--- DATASET RECORDS Enclosed Below ---

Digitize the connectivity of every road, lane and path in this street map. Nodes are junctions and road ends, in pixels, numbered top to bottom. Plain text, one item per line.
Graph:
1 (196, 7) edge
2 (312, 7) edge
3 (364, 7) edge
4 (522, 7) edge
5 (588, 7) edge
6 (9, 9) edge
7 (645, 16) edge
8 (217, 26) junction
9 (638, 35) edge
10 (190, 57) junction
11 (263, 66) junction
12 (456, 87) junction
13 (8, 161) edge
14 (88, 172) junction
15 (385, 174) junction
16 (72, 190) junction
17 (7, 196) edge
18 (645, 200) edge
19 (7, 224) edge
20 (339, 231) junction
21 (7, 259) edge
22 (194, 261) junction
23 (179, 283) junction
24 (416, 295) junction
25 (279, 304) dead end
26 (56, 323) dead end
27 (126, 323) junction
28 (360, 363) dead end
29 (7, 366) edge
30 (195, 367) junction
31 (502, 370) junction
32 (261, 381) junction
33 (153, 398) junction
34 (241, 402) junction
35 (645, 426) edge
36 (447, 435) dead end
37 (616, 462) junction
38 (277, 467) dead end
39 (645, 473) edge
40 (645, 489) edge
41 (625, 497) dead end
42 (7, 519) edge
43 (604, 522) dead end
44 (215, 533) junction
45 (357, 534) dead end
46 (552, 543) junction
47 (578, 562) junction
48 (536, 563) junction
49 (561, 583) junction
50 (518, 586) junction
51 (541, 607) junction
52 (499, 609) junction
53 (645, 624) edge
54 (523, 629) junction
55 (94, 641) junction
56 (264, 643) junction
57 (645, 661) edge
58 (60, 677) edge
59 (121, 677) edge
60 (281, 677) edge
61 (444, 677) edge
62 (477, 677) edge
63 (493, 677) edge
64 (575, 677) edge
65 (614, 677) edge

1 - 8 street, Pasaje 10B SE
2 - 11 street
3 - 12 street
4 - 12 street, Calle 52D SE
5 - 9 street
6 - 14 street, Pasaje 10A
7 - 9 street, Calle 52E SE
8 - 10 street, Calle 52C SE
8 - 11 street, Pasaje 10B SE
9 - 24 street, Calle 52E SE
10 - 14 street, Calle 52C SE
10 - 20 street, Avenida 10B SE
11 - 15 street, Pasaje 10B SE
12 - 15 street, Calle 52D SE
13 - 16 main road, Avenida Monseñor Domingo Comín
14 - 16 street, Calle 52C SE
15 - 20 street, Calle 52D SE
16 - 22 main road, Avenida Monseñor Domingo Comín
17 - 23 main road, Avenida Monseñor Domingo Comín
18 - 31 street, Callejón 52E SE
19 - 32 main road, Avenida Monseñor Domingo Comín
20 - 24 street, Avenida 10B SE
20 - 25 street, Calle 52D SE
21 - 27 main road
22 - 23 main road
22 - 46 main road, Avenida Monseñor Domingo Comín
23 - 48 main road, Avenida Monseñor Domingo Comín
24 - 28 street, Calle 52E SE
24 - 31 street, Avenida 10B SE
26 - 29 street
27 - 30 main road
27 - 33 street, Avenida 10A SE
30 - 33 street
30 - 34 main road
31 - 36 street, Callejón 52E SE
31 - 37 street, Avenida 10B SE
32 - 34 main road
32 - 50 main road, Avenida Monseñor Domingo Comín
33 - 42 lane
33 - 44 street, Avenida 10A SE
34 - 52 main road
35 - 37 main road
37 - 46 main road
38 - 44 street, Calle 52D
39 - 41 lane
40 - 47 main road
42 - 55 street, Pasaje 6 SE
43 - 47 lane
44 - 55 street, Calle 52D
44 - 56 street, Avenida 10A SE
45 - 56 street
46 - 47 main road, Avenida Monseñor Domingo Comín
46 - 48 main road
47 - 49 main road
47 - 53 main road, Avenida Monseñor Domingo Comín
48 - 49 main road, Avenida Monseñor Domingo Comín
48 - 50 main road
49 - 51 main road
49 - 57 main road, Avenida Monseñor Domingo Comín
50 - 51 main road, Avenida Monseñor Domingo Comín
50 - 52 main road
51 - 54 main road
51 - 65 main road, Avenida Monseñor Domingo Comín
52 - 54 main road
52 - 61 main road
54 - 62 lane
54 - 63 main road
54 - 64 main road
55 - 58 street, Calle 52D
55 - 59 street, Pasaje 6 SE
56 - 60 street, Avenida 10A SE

--- End of Enclosed DATASET RECORDS ---

HOW TO COMPLETE THIS TASK:
Give the records above again in full, keeping every character unchanged.

RESPONSE BELOW:
Digitize the connectivity of every road, lane and path in this street map. Nodes are junctions and road ends, in pixels, numbered top to bottom. Plain text, one item per line.
Graph:
1 (196, 7) edge
2 (312, 7) edge
3 (364, 7) edge
4 (522, 7) edge
5 (588, 7) edge
6 (9, 9) edge
7 (645, 16) edge
8 (217, 26) junction
9 (638, 35) edge
10 (190, 57) junction
11 (263, 66) junction
12 (456, 87) junction
13 (8, 161) edge
14 (88, 172) junction
15 (385, 174) junction
16 (72, 190) junction
17 (7, 196) edge
18 (645, 200) edge
19 (7, 224) edge
20 (339, 231) junction
21 (7, 259) edge
22 (194, 261) junction
23 (179, 283) junction
24 (416, 295) junction
25 (279, 304) dead end
26 (56, 323) dead end
27 (126, 323) junction
28 (360, 363) dead end
29 (7, 366) edge
30 (195, 367) junction
31 (502, 370) junction
32 (261, 381) junction
33 (153, 398) junction
34 (241, 402) junction
35 (645, 426) edge
36 (447, 435) dead end
37 (616, 462) junction
38 (277, 467) dead end
39 (645, 473) edge
40 (645, 489) edge
41 (625, 497) dead end
42 (7, 519) edge
43 (604, 522) dead end
44 (215, 533) junction
45 (357, 534) dead end
46 (552, 543) junction
47 (578, 562) junction
48 (536, 563) junction
49 (561, 583) junction
50 (518, 586) junction
51 (541, 607) junction
52 (499, 609) junction
53 (645, 624) edge
54 (523, 629) junction
55 (94, 641) junction
56 (264, 643) junction
57 (645, 661) edge
58 (60, 677) edge
59 (121, 677) edge
60 (281, 677) edge
61 (444, 677) edge
62 (477, 677) edge
63 (493, 677) edge
64 (575, 677) edge
65 (614, 677) edge

1 - 8 street, Pasaje 10B SE
2 - 11 street
3 - 12 street
4 - 12 street, Calle 52D SE
5 - 9 street
6 - 14 street, Pasaje 10A
7 - 9 street, Calle 52E SE
8 - 10 street, Calle 52C SE
8 - 11 street, Pasaje 10B SE
9 - 24 street, Calle 52E SE
10 - 14 street, Calle 52C SE
10 - 20 street, Avenida 10B SE
11 - 15 street, Pasaje 10B SE
12 - 15 street, Calle 52D SE
13 - 16 main road, Avenida Monseñor Domingo Comín
14 - 16 street, Calle 52C SE
15 - 20 street, Calle 52D SE
16 - 22 main road, Avenida Monseñor Domingo Comín
17 - 23 main road, Avenida Monseñor Domingo Comín
18 - 31 street, Callejón 52E SE
19 - 32 main road, Avenida Monseñor Domingo Comín
20 - 24 street, Avenida 10B SE
20 - 25 street, Calle 52D SE
21 - 27 main road
22 - 23 main road
22 - 46 main road, Avenida Monseñor Domingo Comín
23 - 48 main road, Avenida Monseñor Domingo Comín
24 - 28 street, Calle 52E SE
24 - 31 street, Avenida 10B SE
26 - 29 street
27 - 30 main road
27 - 33 street, Avenida 10A SE
30 - 33 street
30 - 34 main road
31 - 36 street, Callejón 52E SE
31 - 37 street, Avenida 10B SE
32 - 34 main road
32 - 50 main road, Avenida Monseñor Domingo Comín
33 - 42 lane
33 - 44 street, Avenida 10A SE
34 - 52 main road
35 - 37 main road
37 - 46 main road
38 - 44 street, Calle 52D
39 - 41 lane
40 - 47 main road
42 - 55 street, Pasaje 6 SE
43 - 47 lane
44 - 55 street, Calle 52D
44 - 56 street, Avenida 10A SE
45 - 56 street
46 - 47 main road, Avenida Monseñor Domingo Comín
46 - 48 main road
47 - 49 main road
47 - 53 main road, Avenida Monseñor Domingo Comín
48 - 49 main road, Avenida Monseñor Domingo Comín
48 - 50 main road
49 - 51 main road
49 - 57 main road, Avenida Monseñor Domingo Comín
50 - 51 main road, Avenida Monseñor Domingo Comín
50 - 52 main road
51 - 54 main road
51 - 65 main road, Avenida Monseñor Domingo Comín
52 - 54 main road
52 - 61 main road
54 - 62 lane
54 - 63 main road
54 - 64 main road
55 - 58 street, Calle 52D
55 - 59 street, Pasaje 6 SE
56 - 60 street, Avenida 10A SE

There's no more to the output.